Auch Sabine Hagenmüller-Gehring, Leiterin des Staatlichen Schulamts Backnang, sagt, dass in ihrem Bereich noch keine Verträge ausgehändigt worden seien. Die Schulen seien zunächst damit beschäftigt gewesen, Personen zu suchen, die sich registrieren ließen. Zudem hatten die Schulen Förderkonzepte erstellt und ihre Kurse auf den Marktplatz des Kultusministeriums gestellt. „Jetzt werden die Verträge nach und nach geschlossen. Die werden vom Regierungspräsidium vorbereitet und über uns ausgehändigt.“ Erst dann könnten Schulen und Lernhelfer richtig beginnen. „Ich gehe davon aus, dass fast jede Schule Kurse anbieten wird“, sagt Hagenmüller-Gehring. „Momentan ist das Ganze noch am Werden. Die meisten Mails, die ich heute bekommen habe, waren zu diesem Thema, weil noch Fragen geklärt werden mussten.“
Aufholen Hinter dem Landesförderprogramm „Lernen mit Rückenwind“ steckt das Bund-Länder-Aktionsprogramm „Aufholen nach Corona für Kinder und Jugendliche“. Kinder und Jugendliche sind von den Auswirkungen der Coronapandemie in besonderer Weise betroffen. Bei Schülerinnen und Schülern haben sich durch die Schulschließungen zum Teil erhebliche Lernrückstände ergeben. Unterstützen Um Lernlücken rasch entgegenzuwirken, sollen die betroffenen Schüler bestmöglich unterstützt werden. Sowohl ihre fachlichen als auch ihre sozial-emotionalen Kompetenzen soll gestärkt und weiterentwickelt werden. Pandemiebedingt entstandene Lernrückstände sollen ausgeglichen werden. Ziel ist es, ihnen eine erfolgreiche Fortsetzung des Bildungsweges zu ermöglichen.
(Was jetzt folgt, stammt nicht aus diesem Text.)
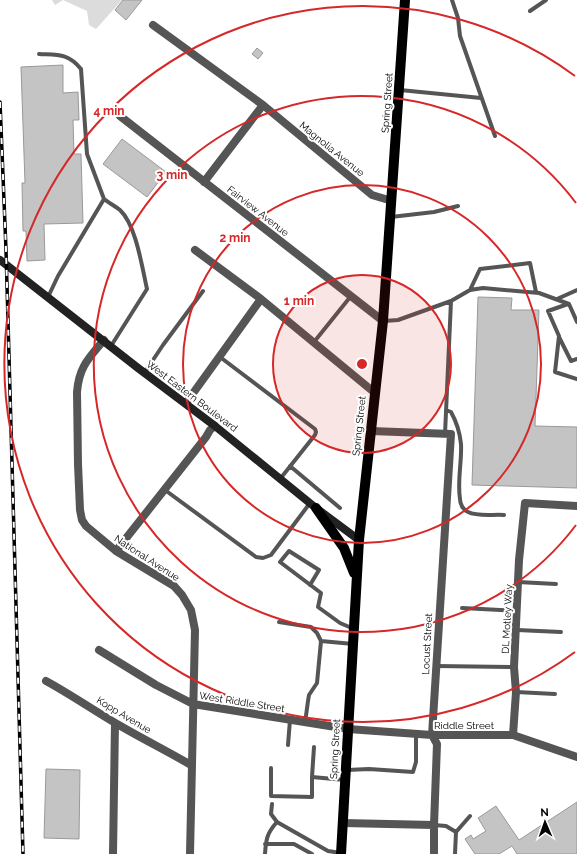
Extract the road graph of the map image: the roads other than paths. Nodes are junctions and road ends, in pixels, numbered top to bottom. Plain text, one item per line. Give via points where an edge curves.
1 (405, 0) edge
2 (452, 0) edge
3 (546, 0) edge
4 (530, 11) dead end
5 (153, 25) dead end
6 (39, 54) dead end
7 (400, 90) junction
8 (481, 98) junction
9 (263, 105) junction
10 (120, 116) dead end
11 (495, 136) dead end
12 (204, 182) junction
13 (104, 199) junction
14 (392, 201) junction
15 (458, 206) dead end
16 (391, 217) junction
17 (195, 250) dead end
18 (0, 260) edge
19 (470, 290) junction
20 (577, 290) edge
21 (203, 291) dead end
22 (536, 292) junction
23 (351, 296) junction
24 (48, 297) junction
25 (261, 299) junction
26 (557, 299) junction
27 (451, 301) junction
28 (569, 304) junction
29 (383, 321) junction
30 (577, 322) edge
31 (559, 336) junction
32 (104, 340) junction
33 (314, 343) junction
34 (111, 346) junction
35 (219, 357) junction
36 (577, 359) edge
37 (145, 372) junction
38 (577, 379) edge
39 (375, 393) junction
40 (186, 403) junction
41 (446, 410) junction
42 (215, 426) junction
43 (371, 431) junction
44 (448, 434) junction
45 (290, 466) junction
46 (280, 479) junction
47 (164, 490) junction
48 (313, 505) junction
49 (577, 506) edge
50 (340, 508) dead end
51 (504, 515) dead end
52 (359, 540) junction
53 (116, 551) junction
54 (356, 578) junction
55 (518, 582) junction
56 (556, 584) dead end
57 (310, 585) junction
58 (462, 608) dead end
59 (517, 611) junction
60 (279, 622) dead end
61 (354, 629) junction
62 (517, 630) junction
63 (561, 632) dead end
64 (322, 641) junction
65 (354, 644) junction
66 (100, 650) dead end
67 (436, 666) junction
68 (514, 667) junction
69 (46, 681) dead end
70 (516, 692) junction
71 (555, 694) dead end
72 (192, 704) junction
73 (290, 720) junction
74 (115, 723) junction
75 (305, 723) junction
76 (348, 730) junction
77 (416, 734) junction
78 (513, 735) junction
79 (432, 736) junction
80 (288, 745) dead end
81 (314, 747) dead end
82 (577, 757) edge
83 (191, 765) junction
84 (271, 768) dead end
85 (346, 775) junction
86 (312, 777) junction
87 (272, 804) dead end
88 (470, 816) dead end
89 (277, 822) junction
90 (343, 823) junction
91 (434, 825) junction
92 (456, 832) junction
93 (265, 844) junction
94 (316, 844) junction
95 (341, 853) edge
96 (113, 854) edge
97 (190, 854) edge
98 (265, 854) edge
99 (312, 854) edge
100 (434, 854) edge
101 (455, 854) edge

1 - 7 main road, Spring Street
2 - 8 lane via 460,36
3 - 4 lane
5 - 9 street, Magnolia Avenue
6 - 13 lane via 60,55 74,60 81,69 87,154
7 - 8 lane
7 - 14 main road, Spring Street
8 - 11 lane
9 - 12 street
9 - 14 street, Magnolia Avenue via 372,195
10 - 12 street, Fairview Avenue
12 - 23 street, Fairview Avenue
13 - 24 lane
13 - 34 lane via 120,210 131,227 147,289
14 - 16 main road, Spring Street
15 - 16 lane via 434,212
16 - 29 main road, Spring Street
17 - 25 street
18 - 24 main road, West Eastern Boulevard
19 - 22 lane via 483,288
19 - 22 lane via 480,269 530,263
19 - 27 lane
20 - 26 lane
21 - 37 lane
22 - 26 lane
23 - 29 street, Fairview Avenue
23 - 33 lane
24 - 32 main road, West Eastern Boulevard
25 - 33 street
25 - 35 street
26 - 28 lane
27 - 29 lane via 398,320
27 - 41 lane
28 - 30 lane
28 - 31 lane via 548,311
29 - 39 main road, Spring Street
31 - 36 lane via 571,361
31 - 38 lane via 555,372
32 - 34 main road, West Eastern Boulevard
32 - 53 street, National Avenue via 86,361 78,381 80,510 86,526
33 - 39 street
34 - 37 main road, West Eastern Boulevard
35 - 40 street
35 - 45 lane via 316,429 315,435
37 - 40 main road, West Eastern Boulevard
39 - 43 main road, Spring Street
40 - 42 main road, West Eastern Boulevard
41 - 44 lane
41 - 51 lane via 453,416 460,439 460,497 464,510 474,514
42 - 46 main road, West Eastern Boulevard
42 - 47 street
43 - 44 street
43 - 52 main road, Spring Street
44 - 67 street, Locust Street
45 - 46 lane
45 - 50 lane
46 - 48 main road, West Eastern Boulevard
47 - 48 lane via 256,557 263,558 271,555
47 - 53 street
48 - 52 main road, West Eastern Boulevard
48 - 54 main road via 344,548
49 - 55 street, DL Motley Way via 525,503
52 - 54 main road, Spring Street
53 - 72 street, National Avenue via 174,586 191,610 195,630
54 - 61 main road, Spring Street
55 - 56 lane
55 - 59 street, DL Motley Way
57 - 57 lane via 280,562 289,551 318,570
57 - 61 lane via 322,593 318,607 340,623
58 - 59 lane
59 - 62 street, DL Motley Way
60 - 64 lane via 310,627
61 - 65 main road, Spring Street
62 - 63 lane
62 - 68 street, DL Motley Way
64 - 65 lane
64 - 75 lane via 317,683 308,701
65 - 76 main road, Spring Street
66 - 72 street, West Riddle Street
67 - 68 lane
67 - 79 street, Locust Street
68 - 70 street, DL Motley Way
69 - 74 street, Kopp Avenue
70 - 71 lane
70 - 78 street, DL Motley Way
72 - 73 street, West Riddle Street
72 - 83 street, National Avenue
73 - 75 street, West Riddle Street
73 - 80 lane
74 - 83 street, Kopp Avenue
74 - 96 street
75 - 76 street, West Riddle Street
76 - 77 street, Riddle Street
76 - 85 main road, Spring Street
77 - 79 street, Riddle Street
77 - 85 lane via 416,762 413,772 369,769
78 - 79 street, Riddle Street
78 - 82 street, Riddle Street
79 - 91 street, Locust Street via 437,744
81 - 86 lane
83 - 97 street, National Avenue
84 - 86 lane via 271,796 312,797
85 - 86 lane
85 - 90 main road, Spring Street
87 - 89 lane via 271,814
88 - 92 lane
89 - 93 lane via 268,833
89 - 94 lane
90 - 91 street
90 - 95 main road, Spring Street
91 - 92 lane via 446,826
91 - 100 street, Locust Street
92 - 101 lane
93 - 98 lane
93 - 99 lane via 294,844
94 - 95 lane via 328,851
94 - 99 lane

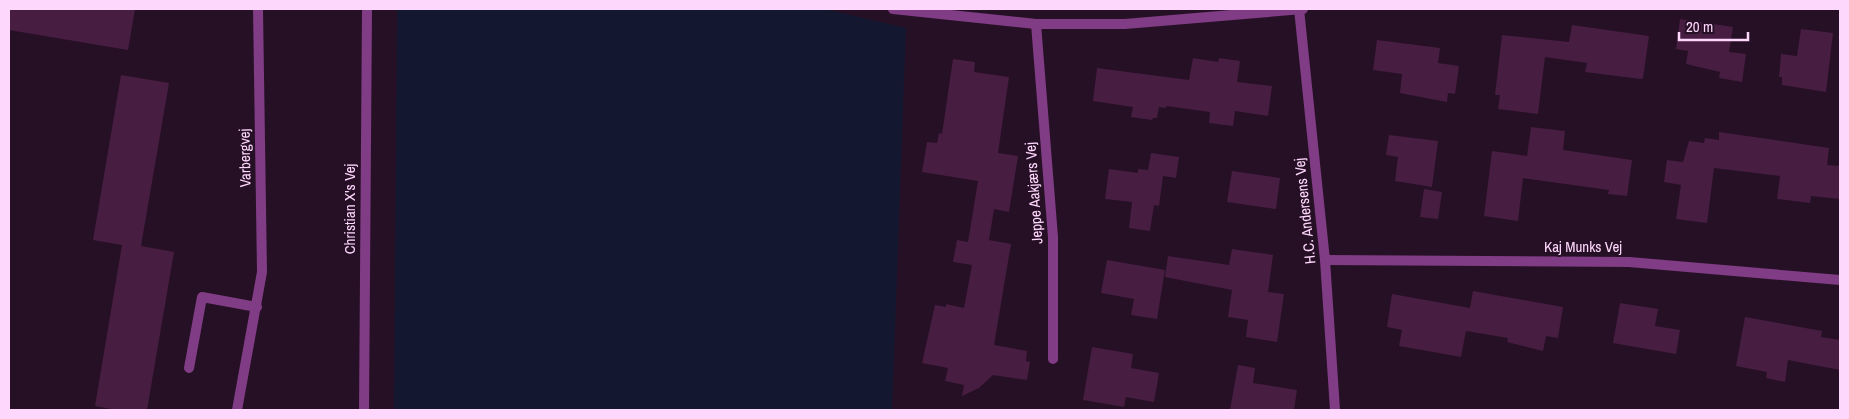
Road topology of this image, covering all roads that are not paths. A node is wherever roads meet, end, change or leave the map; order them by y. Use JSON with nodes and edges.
{"nodes":[{"id":1,"x":258,"y":9,"type":"edge"},
{"id":2,"x":367,"y":9,"type":"edge"},
{"id":3,"x":893,"y":9,"type":"edge"},
{"id":4,"x":1299,"y":9,"type":"edge"},
{"id":5,"x":1303,"y":9,"type":"edge"},
{"id":6,"x":963,"y":13,"type":"edge"},
{"id":7,"x":1036,"y":24,"type":"junction"},
{"id":8,"x":1325,"y":260,"type":"junction"},
{"id":9,"x":1840,"y":280,"type":"edge"},
{"id":10,"x":257,"y":307,"type":"junction"},
{"id":11,"x":1053,"y":359,"type":"dead end"},
{"id":12,"x":189,"y":368,"type":"dead end"},
{"id":13,"x":237,"y":410,"type":"edge"},
{"id":14,"x":364,"y":410,"type":"edge"},
{"id":15,"x":1335,"y":410,"type":"edge"}],
"edges":[{"from":1,"to":10,"type":"street","name":"Varbergvej"},
{"from":2,"to":14,"type":"street","name":"Christian X's Vej"},
{"from":3,"to":6,"type":"street"},
{"from":4,"to":5,"type":"street"},
{"from":4,"to":7,"type":"street"},
{"from":4,"to":8,"type":"street","name":"H.C. Andersens Vej"},
{"from":6,"to":7,"type":"street"},
{"from":7,"to":11,"type":"street","name":"Jeppe Aakjærs Vej"},
{"from":8,"to":9,"type":"street","name":"Kaj Munks Vej"},
{"from":8,"to":15,"type":"street","name":"H.C. Andersens Vej"},
{"from":10,"to":12,"type":"street"},
{"from":10,"to":13,"type":"street","name":"Varbergvej"}]}
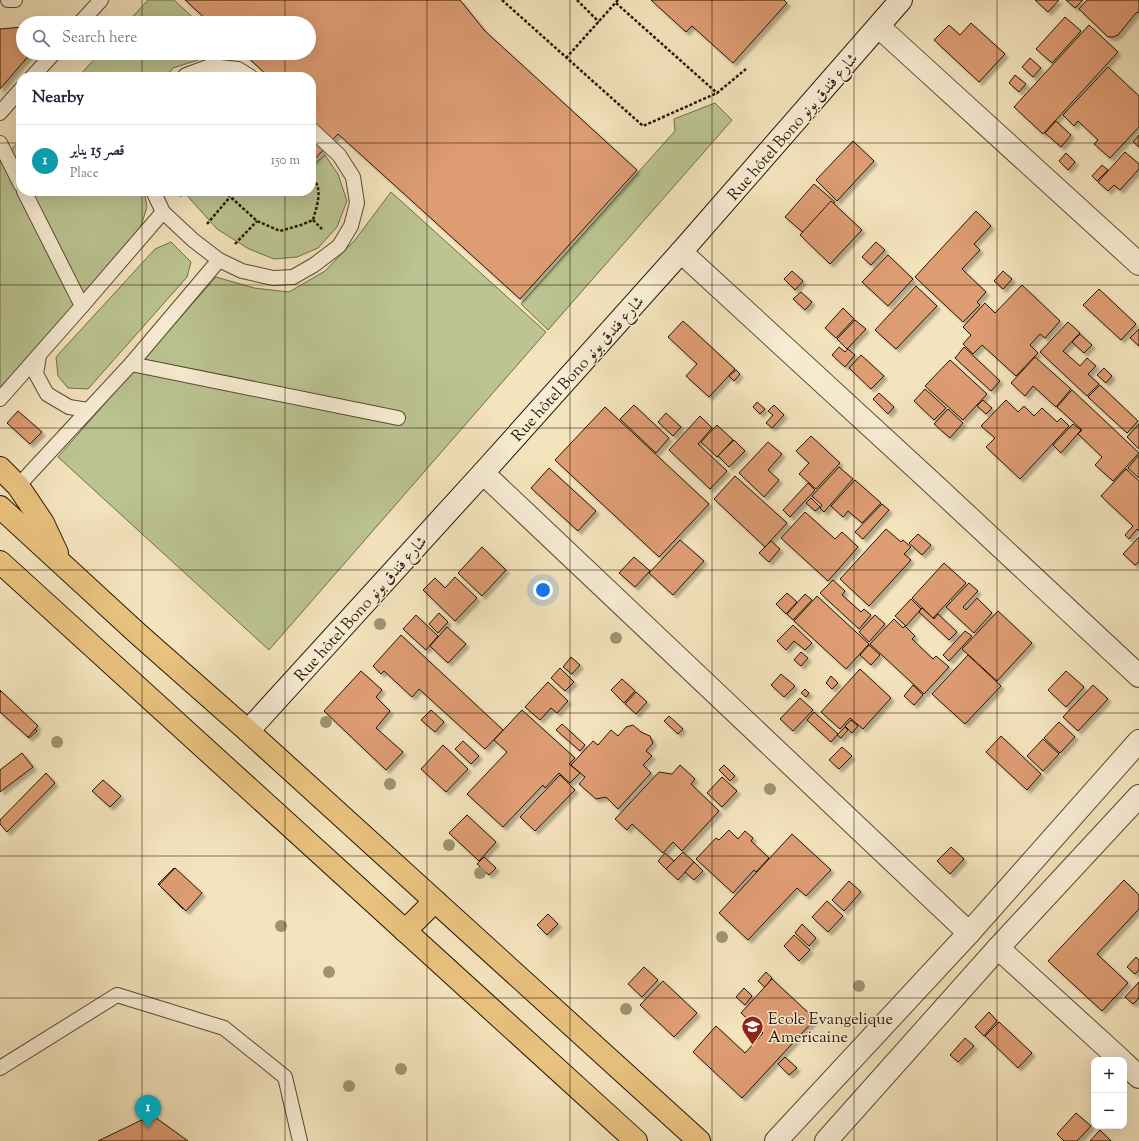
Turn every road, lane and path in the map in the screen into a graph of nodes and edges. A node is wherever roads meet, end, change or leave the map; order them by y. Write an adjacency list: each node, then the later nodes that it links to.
1 (8, 0): 2 (lane)
2 (15, 0)
3 (101, 0): 9 (lane)
4 (502, 0): 12 (path)
5 (577, 0): 10 (path)
6 (618, 0): 8 (path)
7 (901, 0): 11 (street, Rue hôtel Bono شارع فندق بونو)
8 (616, 3): 10 (path); 18 (path)
9 (86, 16)
10 (600, 22): 12 (path)
11 (879, 27): 31 (street, Rue hôtel Bono شارع فندق بونو); 33 (street)
12 (566, 58): 18 (path)
13 (48, 60): 15 (lane)
14 (746, 69): 18 (path)
15 (37, 72)
16 (194, 72): 17 (lane)
17 (243, 72)
18 (717, 93)
19 (16, 95): 20 (lane)
20 (0, 113)
21 (316, 134): 32 (lane)
22 (0, 143): 23 (lane)
23 (16, 175)
24 (316, 184): 29 (path)
25 (27, 196): 34 (lane)
26 (155, 196): 28 (lane)
27 (230, 197): 29 (path); 30 (path)
28 (163, 212): 30 (lane); 34 (lane)
29 (257, 221): 32 (path)
30 (193, 240): 32 (lane)
31 (681, 252): 41 (street, Rue hôtel Bono شارع فندق بونو); 48 (street)
32 (219, 260): 36 (lane)
33 (1139, 264)
34 (82, 306): 35 (lane)
35 (39, 356): 37 (lane); 38 (lane)
36 (131, 364): 38 (lane); 39 (lane)
37 (0, 399)
38 (88, 410): 42 (lane)
39 (398, 418)
40 (0, 468): 42 (main road)
41 (483, 472): 49 (street, Rue hôtel Bono شارع فندق بونو); 54 (street)
42 (18, 486): 45 (main road)
43 (0, 507): 45 (main road)
44 (0, 562): 47 (main road)
45 (62, 563): 49 (main road)
46 (0, 584): 47 (main road)
47 (43, 602): 53 (main road)
48 (1139, 676)
49 (248, 731): 52 (main road)
50 (1139, 741): 54 (street)
51 (1139, 796): 55 (street)
52 (435, 901): 53 (main road); 62 (main road)
53 (405, 931): 61 (main road)
54 (969, 933): 63 (street)
55 (998, 948): 56 (street); 64 (street)
56 (1118, 1057)
57 (1127, 1066): 59 (street)
58 (0, 1068): 60 (lane)
59 (1139, 1077)
60 (300, 1141)
61 (636, 1141)
62 (699, 1141)
63 (776, 1141)
64 (826, 1141)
Fördern Das Programm „Lernen mit Rückenwind“ hat am Montag begonnen und ist auf zwei Jahre angelegt. Angesprochen sind besonders Schüler in Abschiedsklassen(Klassenstufe 4 der Grundschule, die Klassenstufen 9 und 10 der Sekundarstufe I sowie die auf das Abitur vorbereitenden Jahrgangsstufen). Der Förderschwerpunkt liegt auf den Fächern Deutsch, Mathematik und Englisch.